» Work item: Only lines with the word "nodes" are wanted; copy each of them from the listing below.

#####

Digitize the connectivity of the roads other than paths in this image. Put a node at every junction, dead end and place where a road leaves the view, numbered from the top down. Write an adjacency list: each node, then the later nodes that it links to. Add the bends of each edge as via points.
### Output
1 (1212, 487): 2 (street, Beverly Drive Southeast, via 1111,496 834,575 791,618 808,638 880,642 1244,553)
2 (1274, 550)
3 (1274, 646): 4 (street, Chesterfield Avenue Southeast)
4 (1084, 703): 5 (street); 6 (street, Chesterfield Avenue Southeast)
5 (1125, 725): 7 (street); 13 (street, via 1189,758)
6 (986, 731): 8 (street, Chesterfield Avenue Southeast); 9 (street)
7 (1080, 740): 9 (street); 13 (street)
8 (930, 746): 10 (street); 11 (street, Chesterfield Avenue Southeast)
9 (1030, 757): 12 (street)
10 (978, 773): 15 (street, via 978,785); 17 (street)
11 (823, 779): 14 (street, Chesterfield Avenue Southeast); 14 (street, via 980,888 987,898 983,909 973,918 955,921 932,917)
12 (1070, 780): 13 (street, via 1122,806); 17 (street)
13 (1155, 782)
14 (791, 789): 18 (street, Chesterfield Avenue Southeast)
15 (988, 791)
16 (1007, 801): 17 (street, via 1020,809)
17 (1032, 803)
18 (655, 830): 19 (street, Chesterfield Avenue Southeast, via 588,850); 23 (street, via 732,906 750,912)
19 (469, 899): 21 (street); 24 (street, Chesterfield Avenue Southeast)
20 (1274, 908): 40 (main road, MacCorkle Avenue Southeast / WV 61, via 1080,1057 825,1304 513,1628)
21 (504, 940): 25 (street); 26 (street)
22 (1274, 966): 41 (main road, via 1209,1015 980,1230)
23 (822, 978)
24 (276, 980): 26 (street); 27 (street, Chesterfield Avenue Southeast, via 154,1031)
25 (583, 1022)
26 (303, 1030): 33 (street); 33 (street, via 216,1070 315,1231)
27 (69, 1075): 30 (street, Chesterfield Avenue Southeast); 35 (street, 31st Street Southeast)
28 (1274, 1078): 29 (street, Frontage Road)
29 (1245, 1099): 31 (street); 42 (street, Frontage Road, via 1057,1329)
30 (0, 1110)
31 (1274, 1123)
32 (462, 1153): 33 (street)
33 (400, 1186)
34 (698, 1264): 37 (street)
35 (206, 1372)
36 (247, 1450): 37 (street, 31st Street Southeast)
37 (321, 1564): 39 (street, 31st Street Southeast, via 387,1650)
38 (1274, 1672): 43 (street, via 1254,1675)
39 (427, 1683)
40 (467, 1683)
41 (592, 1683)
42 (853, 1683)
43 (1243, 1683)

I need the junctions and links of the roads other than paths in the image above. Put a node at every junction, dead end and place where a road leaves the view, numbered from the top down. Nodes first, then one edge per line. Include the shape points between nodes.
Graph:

#####

» Answer box:
Digitize the connectivity of the roads other than paths in this image. Put a node at every junction, dead end and place where a road leaves the view, numbered from the top down. Write an adjacency list: each node, then the later nodes that it links to. Add the bends of each edge as via points.
I need the junctions and links of the roads other than paths in the image above. Put a node at every junction, dead end and place where a road leaves the view, numbered from the top down. Nodes first, then one edge per line. Include the shape points between nodes.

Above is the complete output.